Every time Franny motioned to make a buy, a undercut could be heard almost immediately lending credence to her own planned future tactic. At the same time, however, was the process wounding her heart at the inhumanity of the situation. These men were destroying themselves apart from the others in a bubble as the more established groups went on without issue. The tiny necromancer grimaced without quite meaning it, this served to only up the anxiety of the sellers as they scrambled to pawn off their stock. Screaming desperation, wild eyes, noise, sweat, stinging tears, the mob was becoming unruly. Franny glared bringing on silence. She made a purchase from each and promised more tomorrow night should they make the deliveries themselves. It was a loose form of contract and with a wave the crowd dispersed not daring to potentially illicit the wrath of her conveyor. Franny had purchased more than she had obviously intended but that only meant that she had more material to experiment with.
“Hardly a purchase in actual fact,” Franny grimaced, “And more like alms for the desperate poor.”

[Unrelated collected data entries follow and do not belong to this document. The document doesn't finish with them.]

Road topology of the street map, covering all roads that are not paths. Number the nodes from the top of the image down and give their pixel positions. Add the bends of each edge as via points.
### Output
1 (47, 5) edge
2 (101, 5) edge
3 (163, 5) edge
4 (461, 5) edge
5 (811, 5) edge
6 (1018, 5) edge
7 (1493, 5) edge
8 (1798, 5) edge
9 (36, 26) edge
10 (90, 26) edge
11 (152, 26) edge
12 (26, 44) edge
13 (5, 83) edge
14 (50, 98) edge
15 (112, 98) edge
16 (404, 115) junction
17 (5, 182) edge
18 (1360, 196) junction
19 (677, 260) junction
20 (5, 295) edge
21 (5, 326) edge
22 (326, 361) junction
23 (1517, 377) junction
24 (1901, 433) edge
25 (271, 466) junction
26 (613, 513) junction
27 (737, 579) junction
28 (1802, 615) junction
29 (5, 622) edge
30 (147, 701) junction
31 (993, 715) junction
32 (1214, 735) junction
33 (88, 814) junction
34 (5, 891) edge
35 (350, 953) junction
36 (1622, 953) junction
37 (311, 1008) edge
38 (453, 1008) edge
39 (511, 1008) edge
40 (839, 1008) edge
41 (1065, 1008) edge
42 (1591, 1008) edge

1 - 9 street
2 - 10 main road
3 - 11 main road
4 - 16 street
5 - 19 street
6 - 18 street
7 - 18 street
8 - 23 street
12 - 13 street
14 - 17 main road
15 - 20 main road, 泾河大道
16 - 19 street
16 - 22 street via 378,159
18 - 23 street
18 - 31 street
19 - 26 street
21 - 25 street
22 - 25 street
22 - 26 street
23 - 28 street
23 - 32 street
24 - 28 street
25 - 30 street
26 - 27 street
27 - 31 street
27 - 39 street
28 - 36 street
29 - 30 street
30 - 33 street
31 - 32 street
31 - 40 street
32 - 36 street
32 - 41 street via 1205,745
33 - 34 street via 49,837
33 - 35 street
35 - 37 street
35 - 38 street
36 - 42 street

On its heels, her humanoid mount turned round and headed back down the alleys the way it came. There were more than a couple community forges in the crafting neighborhoods, but everyone knew the big bucks were in going private. For Franny, community would do, glancing at the various outdoor forges, Franny chose the dowdiest and most spare of them so she could have a little space. It really was a rather janky forge though, like the worst public restroom in the park. With a grimace, Franny got to work trying to get a feel for crafting things out of the menu. The automatic process was relatively simple and in a short time she had in her possession a sharpened metal sword with all the cutting power of rusty scissors. Franny frowned.
“This is essentially the weaponized version of what I eat every day to stay cheap…”
Sweat was pouring out of Franny and she was already quite ready for a bath. Still she endured…
Food had raised an interesting question in Franny’s mind and now she understood the other smith’s claim on higher payment. It was no different from the infusion of flavor then, these people were putting in actual work and as such they wanted equally high compensation regardless of quality. Franny suddenly realized that she really knew nothing of blacksmithing and in frustration she threw her hammer over her shoulder. Expecting to hear a thonk as it bounced down the alley which in retrospect meant she would have to retrieve it, Franny was surprised to hear a relatively continuous silence instead. Franny turned behind her in confusion. The hammer was suspended in air, following it down with her eyes she saw it was in fact being held like an Olympic torch by a begloved hand above the hand of…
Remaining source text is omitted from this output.